Stored entries

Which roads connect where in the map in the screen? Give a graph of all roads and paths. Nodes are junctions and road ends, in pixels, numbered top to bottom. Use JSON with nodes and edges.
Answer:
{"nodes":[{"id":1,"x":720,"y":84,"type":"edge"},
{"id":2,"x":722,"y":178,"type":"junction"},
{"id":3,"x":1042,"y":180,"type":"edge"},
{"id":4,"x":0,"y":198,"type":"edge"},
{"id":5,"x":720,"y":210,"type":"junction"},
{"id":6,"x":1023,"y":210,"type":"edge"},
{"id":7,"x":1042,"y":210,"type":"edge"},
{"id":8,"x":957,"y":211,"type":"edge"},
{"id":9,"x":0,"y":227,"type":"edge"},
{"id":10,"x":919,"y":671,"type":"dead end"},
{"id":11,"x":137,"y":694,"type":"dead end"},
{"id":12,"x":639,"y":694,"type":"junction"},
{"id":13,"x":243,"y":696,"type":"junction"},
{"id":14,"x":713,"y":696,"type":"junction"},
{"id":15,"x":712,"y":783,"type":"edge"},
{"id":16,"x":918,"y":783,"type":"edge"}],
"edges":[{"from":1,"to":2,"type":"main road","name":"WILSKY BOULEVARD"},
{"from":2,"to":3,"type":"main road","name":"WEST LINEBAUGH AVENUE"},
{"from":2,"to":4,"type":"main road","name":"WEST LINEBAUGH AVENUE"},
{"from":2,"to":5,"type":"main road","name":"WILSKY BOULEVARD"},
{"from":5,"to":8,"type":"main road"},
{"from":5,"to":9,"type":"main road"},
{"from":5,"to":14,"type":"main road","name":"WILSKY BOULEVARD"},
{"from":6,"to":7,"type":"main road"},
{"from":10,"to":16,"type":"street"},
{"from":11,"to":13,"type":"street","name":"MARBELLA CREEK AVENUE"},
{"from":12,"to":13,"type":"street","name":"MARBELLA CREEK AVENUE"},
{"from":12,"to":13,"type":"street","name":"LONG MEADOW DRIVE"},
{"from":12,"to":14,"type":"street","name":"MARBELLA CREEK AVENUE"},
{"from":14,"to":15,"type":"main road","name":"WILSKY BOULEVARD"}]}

Task >>
Give back the data exactly, with no line dropped.

Expected answer >>
Which roads connect where in the map in the screen? Give a graph of all roads and paths. Nodes are junctions and road ends, in pixels, numbered top to bottom. Use JSON with nodes and edges.
Answer:
{"nodes":[{"id":1,"x":720,"y":84,"type":"edge"},
{"id":2,"x":722,"y":178,"type":"junction"},
{"id":3,"x":1042,"y":180,"type":"edge"},
{"id":4,"x":0,"y":198,"type":"edge"},
{"id":5,"x":720,"y":210,"type":"junction"},
{"id":6,"x":1023,"y":210,"type":"edge"},
{"id":7,"x":1042,"y":210,"type":"edge"},
{"id":8,"x":957,"y":211,"type":"edge"},
{"id":9,"x":0,"y":227,"type":"edge"},
{"id":10,"x":919,"y":671,"type":"dead end"},
{"id":11,"x":137,"y":694,"type":"dead end"},
{"id":12,"x":639,"y":694,"type":"junction"},
{"id":13,"x":243,"y":696,"type":"junction"},
{"id":14,"x":713,"y":696,"type":"junction"},
{"id":15,"x":712,"y":783,"type":"edge"},
{"id":16,"x":918,"y":783,"type":"edge"}],
"edges":[{"from":1,"to":2,"type":"main road","name":"WILSKY BOULEVARD"},
{"from":2,"to":3,"type":"main road","name":"WEST LINEBAUGH AVENUE"},
{"from":2,"to":4,"type":"main road","name":"WEST LINEBAUGH AVENUE"},
{"from":2,"to":5,"type":"main road","name":"WILSKY BOULEVARD"},
{"from":5,"to":8,"type":"main road"},
{"from":5,"to":9,"type":"main road"},
{"from":5,"to":14,"type":"main road","name":"WILSKY BOULEVARD"},
{"from":6,"to":7,"type":"main road"},
{"from":10,"to":16,"type":"street"},
{"from":11,"to":13,"type":"street","name":"MARBELLA CREEK AVENUE"},
{"from":12,"to":13,"type":"street","name":"MARBELLA CREEK AVENUE"},
{"from":12,"to":13,"type":"street","name":"LONG MEADOW DRIVE"},
{"from":12,"to":14,"type":"street","name":"MARBELLA CREEK AVENUE"},
{"from":14,"to":15,"type":"main road","name":"WILSKY BOULEVARD"}]}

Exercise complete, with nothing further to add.